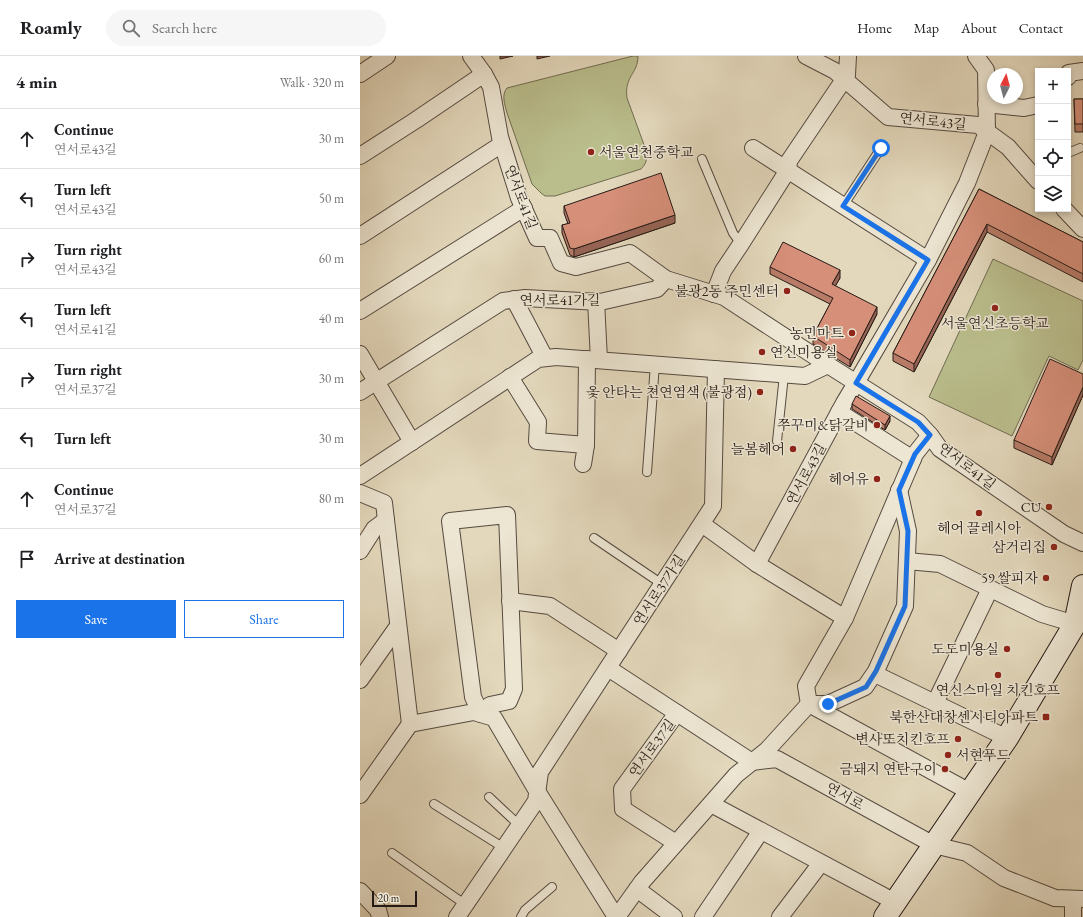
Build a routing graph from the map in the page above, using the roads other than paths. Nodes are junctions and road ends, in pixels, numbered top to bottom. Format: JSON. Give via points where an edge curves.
{"nodes":[{"id":1,"x":387,"y":56,"type":"edge"},
{"id":2,"x":471,"y":56,"type":"edge"},
{"id":3,"x":806,"y":56,"type":"edge"},
{"id":4,"x":848,"y":56,"type":"edge"},
{"id":5,"x":976,"y":56,"type":"edge"},
{"id":6,"x":1083,"y":71,"type":"edge"},
{"id":7,"x":1071,"y":73,"type":"edge"},
{"id":8,"x":360,"y":74,"type":"edge"},
{"id":9,"x":484,"y":74,"type":"junction"},
{"id":10,"x":844,"y":79,"type":"junction"},
{"id":11,"x":986,"y":104,"type":"junction"},
{"id":12,"x":1035,"y":106,"type":"edge"},
{"id":13,"x":987,"y":132,"type":"junction"},
{"id":14,"x":502,"y":144,"type":"junction"},
{"id":15,"x":753,"y":148,"type":"dead end"},
{"id":16,"x":881,"y":148,"type":"dead end"},
{"id":17,"x":1080,"y":148,"type":"dead end"},
{"id":18,"x":1071,"y":152,"type":"edge"},
{"id":19,"x":360,"y":156,"type":"edge"},
{"id":20,"x":702,"y":159,"type":"dead end"},
{"id":21,"x":1033,"y":167,"type":"edge"},
{"id":22,"x":788,"y":170,"type":"junction"},
{"id":23,"x":843,"y":206,"type":"junction"},
{"id":24,"x":524,"y":208,"type":"junction"},
{"id":25,"x":1067,"y":212,"type":"edge"},
{"id":26,"x":1083,"y":229,"type":"edge"},
{"id":27,"x":360,"y":236,"type":"edge"},
{"id":28,"x":741,"y":244,"type":"junction"},
{"id":29,"x":928,"y":260,"type":"junction"},
{"id":30,"x":666,"y":279,"type":"junction"},
{"id":31,"x":714,"y":294,"type":"junction"},
{"id":32,"x":514,"y":299,"type":"junction"},
{"id":33,"x":596,"y":301,"type":"junction"},
{"id":34,"x":360,"y":311,"type":"edge"},
{"id":35,"x":360,"y":354,"type":"edge"},
{"id":36,"x":545,"y":358,"type":"junction"},
{"id":37,"x":593,"y":359,"type":"junction"},
{"id":38,"x":654,"y":364,"type":"junction"},
{"id":39,"x":828,"y":365,"type":"junction"},
{"id":40,"x":716,"y":369,"type":"junction"},
{"id":41,"x":784,"y":375,"type":"junction"},
{"id":42,"x":510,"y":378,"type":"junction"},
{"id":43,"x":376,"y":381,"type":"junction"},
{"id":44,"x":856,"y":383,"type":"junction"},
{"id":45,"x":360,"y":392,"type":"edge"},
{"id":46,"x":839,"y":412,"type":"junction"},
{"id":47,"x":930,"y":435,"type":"junction"},
{"id":48,"x":777,"y":441,"type":"dead end"},
{"id":49,"x":412,"y":442,"type":"junction"},
{"id":50,"x":586,"y":445,"type":"junction"},
{"id":51,"x":913,"y":459,"type":"junction"},
{"id":52,"x":583,"y":464,"type":"dead end"},
{"id":53,"x":647,"y":472,"type":"dead end"},
{"id":54,"x":360,"y":476,"type":"edge"},
{"id":55,"x":899,"y":490,"type":"junction"},
{"id":56,"x":360,"y":493,"type":"edge"},
{"id":57,"x":386,"y":520,"type":"junction"},
{"id":58,"x":702,"y":524,"type":"junction"},
{"id":59,"x":594,"y":538,"type":"dead end"},
{"id":60,"x":1083,"y":543,"type":"edge"},
{"id":61,"x":360,"y":551,"type":"edge"},
{"id":62,"x":906,"y":561,"type":"junction"},
{"id":63,"x":757,"y":564,"type":"junction"},
{"id":64,"x":662,"y":584,"type":"junction"},
{"id":65,"x":1083,"y":586,"type":"edge"},
{"id":66,"x":990,"y":589,"type":"junction"},
{"id":67,"x":510,"y":601,"type":"junction"},
{"id":68,"x":845,"y":618,"type":"junction"},
{"id":69,"x":398,"y":626,"type":"junction"},
{"id":70,"x":1079,"y":629,"type":"edge"},
{"id":71,"x":619,"y":651,"type":"junction"},
{"id":72,"x":608,"y":668,"type":"junction"},
{"id":73,"x":875,"y":674,"type":"junction"},
{"id":74,"x":360,"y":680,"type":"edge"},
{"id":75,"x":934,"y":703,"type":"junction"},
{"id":76,"x":809,"y":704,"type":"junction"},
{"id":77,"x":677,"y":713,"type":"junction"},
{"id":78,"x":481,"y":714,"type":"junction"},
{"id":79,"x":410,"y":724,"type":"junction"},
{"id":80,"x":1006,"y":738,"type":"junction"},
{"id":81,"x":752,"y":762,"type":"junction"},
{"id":82,"x":537,"y":791,"type":"junction"},
{"id":83,"x":970,"y":792,"type":"junction"},
{"id":84,"x":360,"y":795,"type":"edge"},
{"id":85,"x":489,"y":797,"type":"dead end"},
{"id":86,"x":434,"y":804,"type":"dead end"},
{"id":87,"x":711,"y":804,"type":"junction"},
{"id":88,"x":519,"y":826,"type":"junction"},
{"id":89,"x":761,"y":831,"type":"junction"},
{"id":90,"x":676,"y":843,"type":"junction"},
{"id":91,"x":934,"y":845,"type":"junction"},
{"id":92,"x":504,"y":848,"type":"junction"},
{"id":93,"x":392,"y":853,"type":"dead end"},
{"id":94,"x":821,"y":863,"type":"junction"},
{"id":95,"x":552,"y":887,"type":"dead end"},
{"id":96,"x":637,"y":889,"type":"junction"},
{"id":97,"x":360,"y":891,"type":"edge"},
{"id":98,"x":1078,"y":899,"type":"edge"},
{"id":99,"x":890,"y":910,"type":"edge"},
{"id":100,"x":461,"y":911,"type":"edge"},
{"id":101,"x":380,"y":917,"type":"edge"},
{"id":102,"x":521,"y":917,"type":"edge"},
{"id":103,"x":617,"y":917,"type":"edge"},
{"id":104,"x":674,"y":917,"type":"edge"},
{"id":105,"x":702,"y":917,"type":"edge"},
{"id":106,"x":780,"y":917,"type":"edge"},
{"id":107,"x":1073,"y":917,"type":"edge"}],
"edges":[{"from":1,"to":8,"type":"street"},
{"from":2,"to":9,"type":"street","name":"연서로41길"},
{"from":3,"to":10,"type":"street","name":"연서로43길","via":[[835,71]]},
{"from":4,"to":10,"type":"street","via":[[847,74]]},
{"from":5,"to":11,"type":"street","via":[[986,70]]},
{"from":6,"to":7,"type":"street"},
{"from":9,"to":14,"type":"street","name":"연서로41길","via":[[491,87]]},
{"from":9,"to":19,"type":"street"},
{"from":10,"to":13,"type":"street","name":"연서로43길","via":[[888,117],[978,125]]},
{"from":10,"to":22,"type":"street","via":[[789,161]]},
{"from":11,"to":12,"type":"street","via":[[1024,108]]},
{"from":11,"to":13,"type":"street"},
{"from":13,"to":21,"type":"street","name":"연서로43길"},
{"from":13,"to":29,"type":"street","name":"연서로43길","via":[[967,183]]},
{"from":14,"to":24,"type":"street","name":"연서로41길"},
{"from":14,"to":27,"type":"street"},
{"from":15,"to":22,"type":"street"},
{"from":16,"to":23,"type":"lane"},
{"from":17,"to":18,"type":"lane"},
{"from":20,"to":28,"type":"lane","via":[[733,233]]},
{"from":22,"to":23,"type":"street"},
{"from":22,"to":28,"type":"street"},
{"from":23,"to":29,"type":"street"},
{"from":24,"to":30,"type":"street","name":"연서로41길","via":[[537,238],[550,238],[561,263],[576,267],[630,254]]},
{"from":24,"to":34,"type":"street"},
{"from":25,"to":26,"type":"street"},
{"from":28,"to":31,"type":"street","via":[[723,271]]},
{"from":29,"to":44,"type":"street","name":"연서로43길"},
{"from":30,"to":31,"type":"street","name":"연서로41길"},
{"from":30,"to":33,"type":"street","name":"연서로41가길","via":[[656,289]]},
{"from":31,"to":39,"type":"street","name":"연서로41길","via":[[724,297]]},
{"from":32,"to":33,"type":"street","name":"연서로41가길"},
{"from":32,"to":36,"type":"street"},
{"from":32,"to":43,"type":"street","name":"연서로41가길","via":[[503,301]]},
{"from":33,"to":37,"type":"street"},
{"from":35,"to":43,"type":"street"},
{"from":36,"to":37,"type":"street"},
{"from":36,"to":42,"type":"street","via":[[538,359]]},
{"from":37,"to":38,"type":"street"},
{"from":37,"to":50,"type":"street"},
{"from":38,"to":40,"type":"street"},
{"from":38,"to":53,"type":"lane"},
{"from":39,"to":41,"type":"street","via":[[805,376]]},
{"from":39,"to":44,"type":"street","name":"연서로41길"},
{"from":40,"to":41,"type":"street"},
{"from":40,"to":58,"type":"street","name":"연서로37가길","via":[[713,506]]},
{"from":41,"to":48,"type":"lane"},
{"from":42,"to":49,"type":"street"},
{"from":42,"to":50,"type":"street","via":[[538,422],[537,441]]},
{"from":43,"to":45,"type":"street","name":"연서로41가길"},
{"from":43,"to":49,"type":"street"},
{"from":44,"to":46,"type":"street","name":"연서로43길"},
{"from":44,"to":47,"type":"street","name":"연서로41길","via":[[918,422]]},
{"from":46,"to":51,"type":"street"},
{"from":46,"to":63,"type":"street","name":"연서로43길"},
{"from":47,"to":51,"type":"street"},
{"from":47,"to":60,"type":"street","name":"연서로41길","via":[[940,448],[1064,534]]},
{"from":49,"to":54,"type":"street"},
{"from":50,"to":52,"type":"street"},
{"from":51,"to":55,"type":"street"},
{"from":55,"to":62,"type":"street","via":[[908,531]]},
{"from":55,"to":68,"type":"street"},
{"from":56,"to":57,"type":"street","via":[[384,503]]},
{"from":57,"to":61,"type":"street","via":[[374,528]]},
{"from":57,"to":69,"type":"street"},
{"from":58,"to":63,"type":"street"},
{"from":58,"to":64,"type":"street","name":"연서로37가길"},
{"from":59,"to":64,"type":"lane"},
{"from":62,"to":66,"type":"street","via":[[940,564]]},
{"from":62,"to":73,"type":"street","via":[[905,606]]},
{"from":63,"to":68,"type":"street"},
{"from":64,"to":71,"type":"street","name":"연서로37가길"},
{"from":65,"to":70,"type":"main road"},
{"from":66,"to":70,"type":"street"},
{"from":66,"to":75,"type":"street"},
{"from":67,"to":71,"type":"street","via":[[550,606]]},
{"from":67,"to":78,"type":"street","via":[[514,689],[509,701],[490,705]]},
{"from":67,"to":78,"type":"street","via":[[507,515],[450,521],[474,697]]},
{"from":68,"to":76,"type":"street","via":[[806,686]]},
{"from":69,"to":74,"type":"street"},
{"from":69,"to":79,"type":"street"},
{"from":70,"to":80,"type":"main road"},
{"from":71,"to":72,"type":"street","name":"연서로37가길"},
{"from":72,"to":77,"type":"street"},
{"from":72,"to":82,"type":"street","name":"연서로37가길","via":[[540,772]]},
{"from":73,"to":75,"type":"street"},
{"from":73,"to":76,"type":"street","via":[[866,687],[828,704]]},
{"from":75,"to":80,"type":"street"},
{"from":76,"to":81,"type":"street","via":[[767,750]]},
{"from":76,"to":83,"type":"street"},
{"from":77,"to":81,"type":"street","name":"연서로37길"},
{"from":77,"to":90,"type":"street","name":"연서로37길","via":[[622,789],[623,808]]},
{"from":78,"to":79,"type":"street","via":[[474,712]]},
{"from":78,"to":82,"type":"street","via":[[494,718]]},
{"from":79,"to":84,"type":"street"},
{"from":80,"to":83,"type":"main road"},
{"from":81,"to":87,"type":"street","via":[[736,775]]},
{"from":81,"to":91,"type":"street","name":"연서로","via":[[777,759]]},
{"from":82,"to":88,"type":"street","name":"연서로37가길","via":[[536,801]]},
{"from":82,"to":103,"type":"street"},
{"from":83,"to":91,"type":"main road"},
{"from":85,"to":88,"type":"lane"},
{"from":86,"to":92,"type":"lane"},
{"from":87,"to":89,"type":"street"},
{"from":87,"to":90,"type":"street"},
{"from":88,"to":92,"type":"street","name":"연서로37가길"},
{"from":89,"to":94,"type":"street"},
{"from":89,"to":105,"type":"street"},
{"from":90,"to":96,"type":"street"},
{"from":91,"to":98,"type":"street","name":"연서로","via":[[967,853],[1004,878],[1055,898]]},
{"from":91,"to":99,"type":"main road"},
{"from":92,"to":100,"type":"street","name":"연서로37가길"},
{"from":93,"to":100,"type":"lane"},
{"from":94,"to":99,"type":"street"},
{"from":94,"to":106,"type":"street"},
{"from":95,"to":102,"type":"lane","via":[[525,910]]},
{"from":96,"to":103,"type":"street"},
{"from":96,"to":104,"type":"street"},
{"from":97,"to":101,"type":"street","via":[[378,910]]},
{"from":98,"to":107,"type":"street"}]}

════

### WHAT TO PRODUCE
Sift the material for lines with the string "main". Copy each one found.

### EXERCISE RESPONSE
{"from":65,"to":70,"type":"main road"},
{"from":70,"to":80,"type":"main road"},
{"from":80,"to":83,"type":"main road"},
{"from":83,"to":91,"type":"main road"},
{"from":91,"to":99,"type":"main road"},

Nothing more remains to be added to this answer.